Dataset entries:
*** Begin section ***
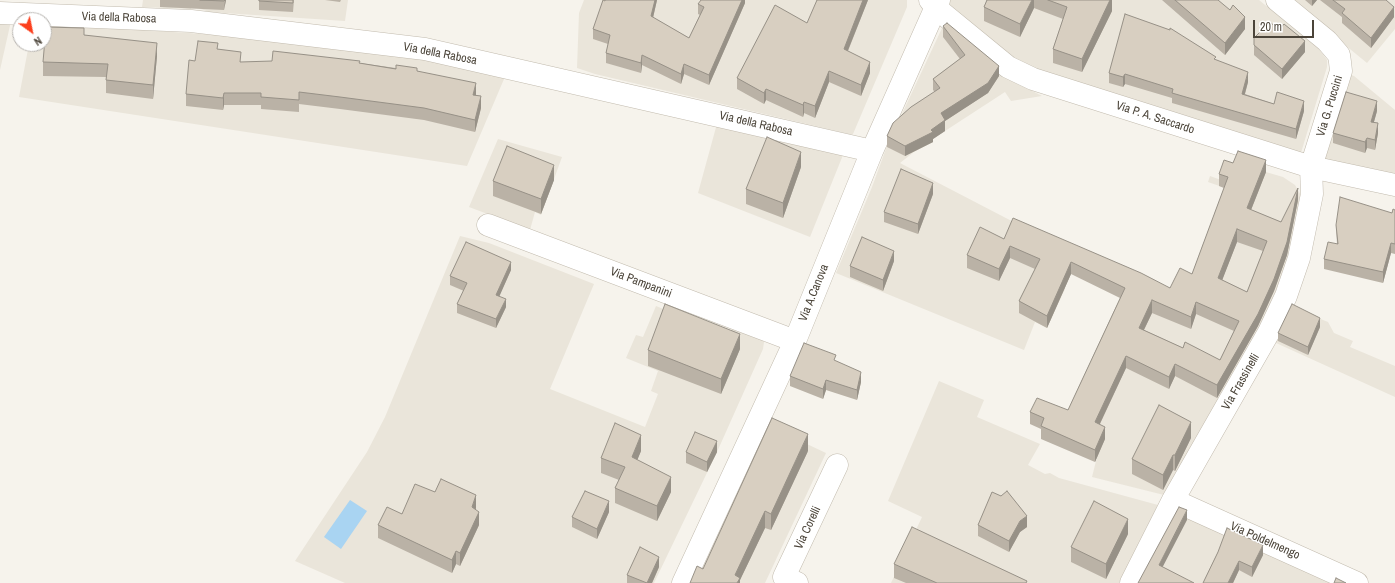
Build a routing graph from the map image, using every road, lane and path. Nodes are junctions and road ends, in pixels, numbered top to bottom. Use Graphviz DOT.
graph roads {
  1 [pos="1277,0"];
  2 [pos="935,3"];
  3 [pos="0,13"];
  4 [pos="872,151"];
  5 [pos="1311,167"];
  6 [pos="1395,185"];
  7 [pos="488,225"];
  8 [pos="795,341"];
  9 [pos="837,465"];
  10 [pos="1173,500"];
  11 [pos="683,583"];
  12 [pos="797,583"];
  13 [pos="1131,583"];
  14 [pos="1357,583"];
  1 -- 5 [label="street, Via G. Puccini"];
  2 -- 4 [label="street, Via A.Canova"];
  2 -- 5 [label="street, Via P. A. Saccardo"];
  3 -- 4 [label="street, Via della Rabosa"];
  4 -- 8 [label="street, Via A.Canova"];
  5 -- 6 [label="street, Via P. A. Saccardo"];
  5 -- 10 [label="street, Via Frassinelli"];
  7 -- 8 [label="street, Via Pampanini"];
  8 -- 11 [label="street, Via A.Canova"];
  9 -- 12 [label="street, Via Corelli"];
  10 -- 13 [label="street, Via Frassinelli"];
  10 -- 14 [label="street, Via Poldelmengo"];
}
*** End section ***
◆ EXERCISE DIRECTIONS
Pictures are to be left out; the records above must be repeated word for word.

◆ SOLUTION TO THE EXERCISE
Build a routing graph from the map image, using every road, lane and path. Nodes are junctions and road ends, in pixels, numbered top to bottom. Use Graphviz DOT.
graph roads {
  1 [pos="1277,0"];
  2 [pos="935,3"];
  3 [pos="0,13"];
  4 [pos="872,151"];
  5 [pos="1311,167"];
  6 [pos="1395,185"];
  7 [pos="488,225"];
  8 [pos="795,341"];
  9 [pos="837,465"];
  10 [pos="1173,500"];
  11 [pos="683,583"];
  12 [pos="797,583"];
  13 [pos="1131,583"];
  14 [pos="1357,583"];
  1 -- 5 [label="street, Via G. Puccini"];
  2 -- 4 [label="street, Via A.Canova"];
  2 -- 5 [label="street, Via P. A. Saccardo"];
  3 -- 4 [label="street, Via della Rabosa"];
  4 -- 8 [label="street, Via A.Canova"];
  5 -- 6 [label="street, Via P. A. Saccardo"];
  5 -- 10 [label="street, Via Frassinelli"];
  7 -- 8 [label="street, Via Pampanini"];
  8 -- 11 [label="street, Via A.Canova"];
  9 -- 12 [label="street, Via Corelli"];
  10 -- 13 [label="street, Via Frassinelli"];
  10 -- 14 [label="street, Via Poldelmengo"];
}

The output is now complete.